CINÉRAMEUF : « Réhabiliter des femmes dans le milieu artistique » [INTERVIEW]

Il y a quelques semaines, j’ai eu le plaisir de rencontrer Alice, créatrice du podcast Cinérameuf dans un café du XVIIIe arrondissement de Paris. L’occasion de parler de son projet et de l’importance de la représentation des femmes au cinéma. 

Cinérameuf est un podcast qui explore la question de la représentation des femmes dans le cinéma, et en particulier dans les films cultes comme Titanic ou Dirty Dancing. Comment t’es venue cette idée ? 

J’ai eu l’épiphanie en regardant Titanic pendant le second confinement. J’ai trouvé fou que des films cultes, des films avec lesquels on a grandi, interrogent profondément le rapport entre les hommes et les femmes, le rôle des femmes et leur représentation

Et c’est à ce moment-là que tu as postulé au concours de podcast organisé par Deezer ? 

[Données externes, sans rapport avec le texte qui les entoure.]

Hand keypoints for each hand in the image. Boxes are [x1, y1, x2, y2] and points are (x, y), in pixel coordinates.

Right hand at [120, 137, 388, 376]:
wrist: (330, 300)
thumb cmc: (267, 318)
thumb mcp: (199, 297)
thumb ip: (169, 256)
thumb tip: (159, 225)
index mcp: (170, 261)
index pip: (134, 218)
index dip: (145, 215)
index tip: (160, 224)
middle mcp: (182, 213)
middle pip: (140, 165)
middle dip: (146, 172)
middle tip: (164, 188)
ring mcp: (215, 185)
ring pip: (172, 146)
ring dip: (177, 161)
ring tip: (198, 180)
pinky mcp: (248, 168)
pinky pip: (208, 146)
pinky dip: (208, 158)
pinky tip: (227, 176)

En fait, j’avais entendu parler du concours un mois avant, mais à cette époque je n’avais pas encore d’idée précise. Et quand j’ai pensé à l’idée du podcast, le concours était complètement sorti de ma tête. C’est une bénévole que j’avais rencontré au Paris Podcast Festival qui me l’a rappelé mais il ne restait plus qu’une semaine avant la date limite. Il fallait préparer un vrai dossier : une lettre de motivation, une note d’intention pour pitcher le projet et présenter les 2 ou 3 premiers épisodes et un petit pilote de 3 minutes. Mais j’ai eu l’impulsion de le faire, j’ai fait ça pendant 3 jours et j’ai envoyé le dossier à la dernière minute en étant persuadé que ça n’allait jamais aboutir. 

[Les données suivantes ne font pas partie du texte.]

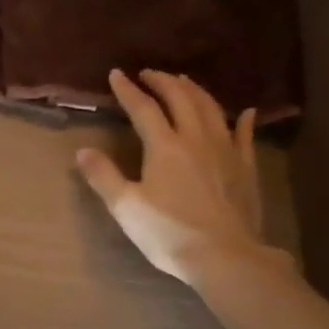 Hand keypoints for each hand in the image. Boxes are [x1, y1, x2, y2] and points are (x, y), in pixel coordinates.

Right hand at [75, 69, 283, 284]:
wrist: (224, 255)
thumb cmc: (168, 233)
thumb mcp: (126, 208)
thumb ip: (103, 176)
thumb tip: (83, 151)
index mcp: (164, 146)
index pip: (143, 108)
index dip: (128, 90)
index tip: (116, 74)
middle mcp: (196, 138)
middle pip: (180, 98)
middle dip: (163, 81)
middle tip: (150, 74)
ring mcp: (226, 150)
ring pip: (211, 108)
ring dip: (195, 91)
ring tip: (184, 82)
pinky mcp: (245, 167)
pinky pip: (244, 135)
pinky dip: (241, 119)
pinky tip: (243, 112)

Les résultats ont été annoncés en Janvier 2021 mais la première saison du podcast, composée de 5 épisodes, est sortie en Décembre 2021. Comment s’est déroulée cette année de création de la première saison du podcast ? 

Avec le concours, j’ai reçu une aide financière qui m’a permis de m’équiper et de payer des prestataires pour la musique, l’illustration de la cover et les doublages. Après j’ai fait le reste toute seule : les recherches, les interviews, le montage… C’est beaucoup de travail, il y a eu douze versions du premier épisode je crois, c’était l’enfer, je me suis beaucoup remise en question, mais j’ai vraiment réussi à garder ce qui me semblait le plus intéressant pour moi, et des choses importantes et justes. Mais j’ai eu la chance de pouvoir échanger avec la directrice artistique de Nouvelles Écoutes, Audrey Meyer Mayeux, qui m’a donné quelques conseils et a été super sympa. 

Revenons un peu sur le podcast, pourquoi avoir choisi de se concentrer sur la représentation des femmes dans le cinéma ? 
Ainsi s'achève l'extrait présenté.